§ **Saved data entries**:
= Beginning of Section =

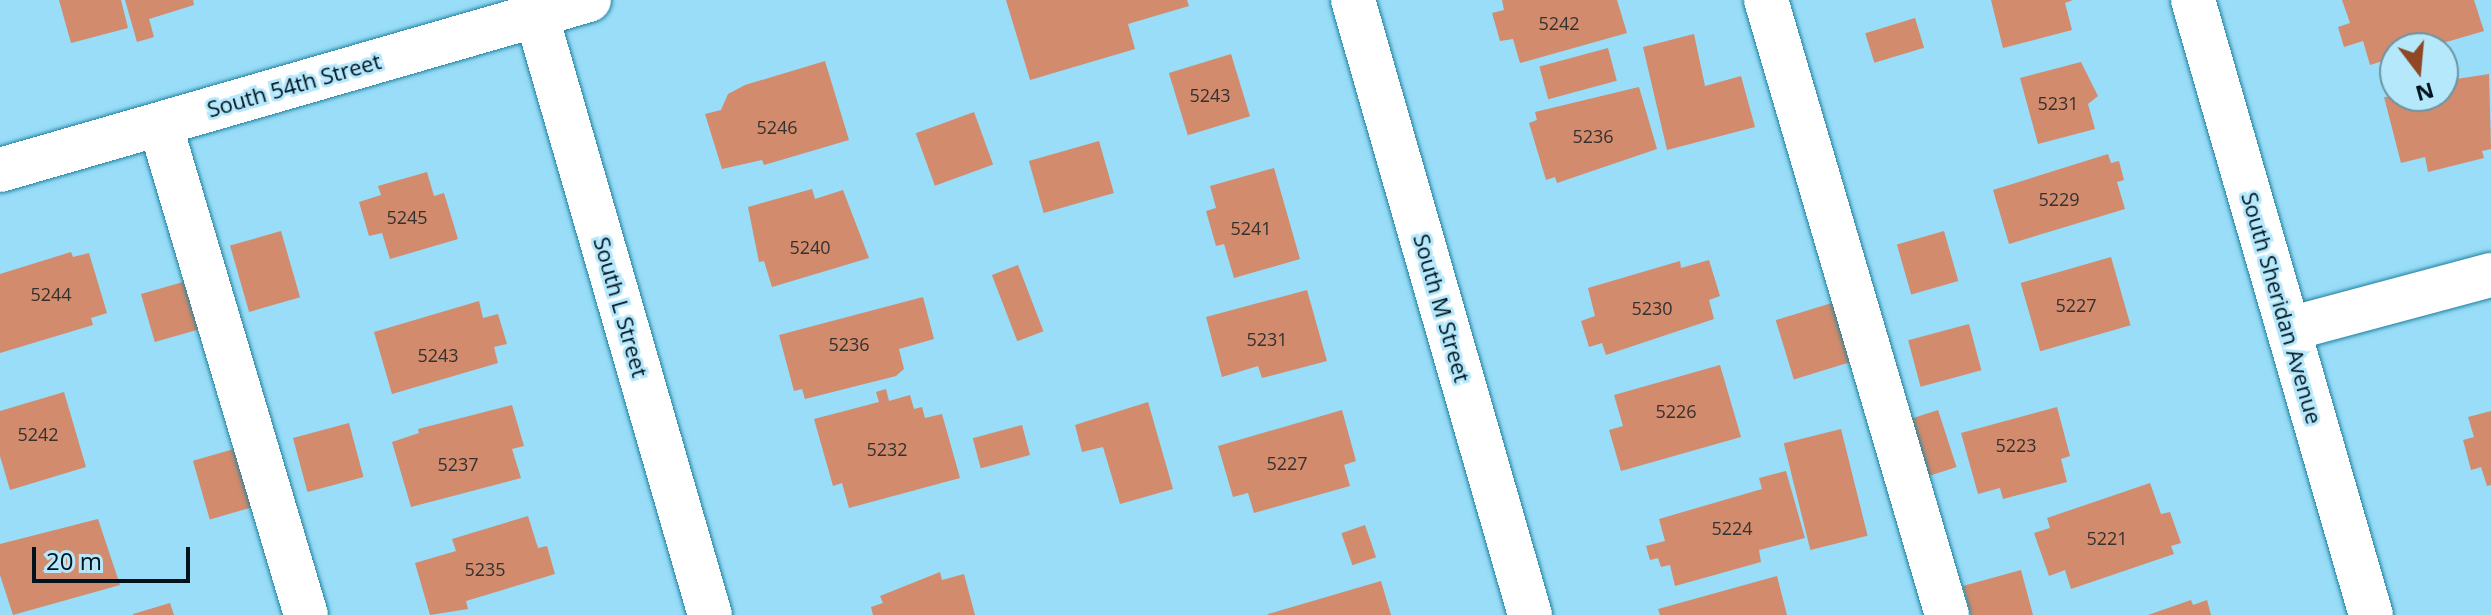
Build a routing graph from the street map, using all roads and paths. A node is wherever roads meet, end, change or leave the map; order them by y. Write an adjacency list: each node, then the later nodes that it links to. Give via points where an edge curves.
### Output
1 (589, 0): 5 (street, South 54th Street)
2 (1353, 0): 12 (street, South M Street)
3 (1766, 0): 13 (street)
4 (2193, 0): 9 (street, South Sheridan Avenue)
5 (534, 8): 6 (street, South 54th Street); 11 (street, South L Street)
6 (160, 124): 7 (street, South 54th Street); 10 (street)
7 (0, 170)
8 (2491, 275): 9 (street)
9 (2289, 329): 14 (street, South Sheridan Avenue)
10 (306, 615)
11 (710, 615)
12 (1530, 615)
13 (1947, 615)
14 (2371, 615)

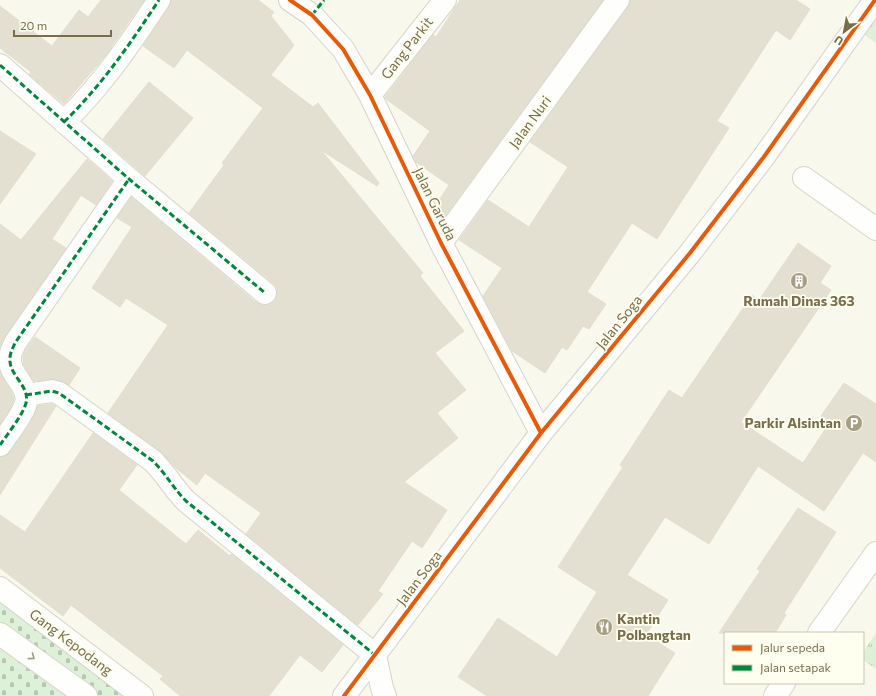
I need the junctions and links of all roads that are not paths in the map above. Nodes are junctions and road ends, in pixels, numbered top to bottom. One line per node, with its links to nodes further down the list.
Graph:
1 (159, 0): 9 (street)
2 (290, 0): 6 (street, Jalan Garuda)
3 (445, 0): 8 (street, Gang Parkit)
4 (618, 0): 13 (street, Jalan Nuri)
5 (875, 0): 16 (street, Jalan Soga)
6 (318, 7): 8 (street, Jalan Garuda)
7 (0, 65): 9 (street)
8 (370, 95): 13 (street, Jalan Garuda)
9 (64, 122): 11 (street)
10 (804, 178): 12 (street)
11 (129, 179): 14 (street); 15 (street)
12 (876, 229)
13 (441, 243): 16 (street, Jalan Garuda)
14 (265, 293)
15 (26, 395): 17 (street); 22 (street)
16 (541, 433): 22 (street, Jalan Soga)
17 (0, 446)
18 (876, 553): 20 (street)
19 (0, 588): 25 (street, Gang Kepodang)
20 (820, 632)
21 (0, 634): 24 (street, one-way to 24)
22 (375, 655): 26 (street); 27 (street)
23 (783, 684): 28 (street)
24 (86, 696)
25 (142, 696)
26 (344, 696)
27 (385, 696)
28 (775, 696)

= End of Section =

§ **HOW TO COMPLETE THIS TASK**: The entries above are to be repeated exactly, except for any pictures.

§ **TASK ANSWER**:
Build a routing graph from the street map, using all roads and paths. A node is wherever roads meet, end, change or leave the map; order them by y. Write an adjacency list: each node, then the later nodes that it links to. Give via points where an edge curves.
### Output
1 (589, 0): 5 (street, South 54th Street)
2 (1353, 0): 12 (street, South M Street)
3 (1766, 0): 13 (street)
4 (2193, 0): 9 (street, South Sheridan Avenue)
5 (534, 8): 6 (street, South 54th Street); 11 (street, South L Street)
6 (160, 124): 7 (street, South 54th Street); 10 (street)
7 (0, 170)
8 (2491, 275): 9 (street)
9 (2289, 329): 14 (street, South Sheridan Avenue)
10 (306, 615)
11 (710, 615)
12 (1530, 615)
13 (1947, 615)
14 (2371, 615)

I need the junctions and links of all roads that are not paths in the map above. Nodes are junctions and road ends, in pixels, numbered top to bottom. One line per node, with its links to nodes further down the list.
Graph:
1 (159, 0): 9 (street)
2 (290, 0): 6 (street, Jalan Garuda)
3 (445, 0): 8 (street, Gang Parkit)
4 (618, 0): 13 (street, Jalan Nuri)
5 (875, 0): 16 (street, Jalan Soga)
6 (318, 7): 8 (street, Jalan Garuda)
7 (0, 65): 9 (street)
8 (370, 95): 13 (street, Jalan Garuda)
9 (64, 122): 11 (street)
10 (804, 178): 12 (street)
11 (129, 179): 14 (street); 15 (street)
12 (876, 229)
13 (441, 243): 16 (street, Jalan Garuda)
14 (265, 293)
15 (26, 395): 17 (street); 22 (street)
16 (541, 433): 22 (street, Jalan Soga)
17 (0, 446)
18 (876, 553): 20 (street)
19 (0, 588): 25 (street, Gang Kepodang)
20 (820, 632)
21 (0, 634): 24 (street, one-way to 24)
22 (375, 655): 26 (street); 27 (street)
23 (783, 684): 28 (street)
24 (86, 696)
25 (142, 696)
26 (344, 696)
27 (385, 696)
28 (775, 696)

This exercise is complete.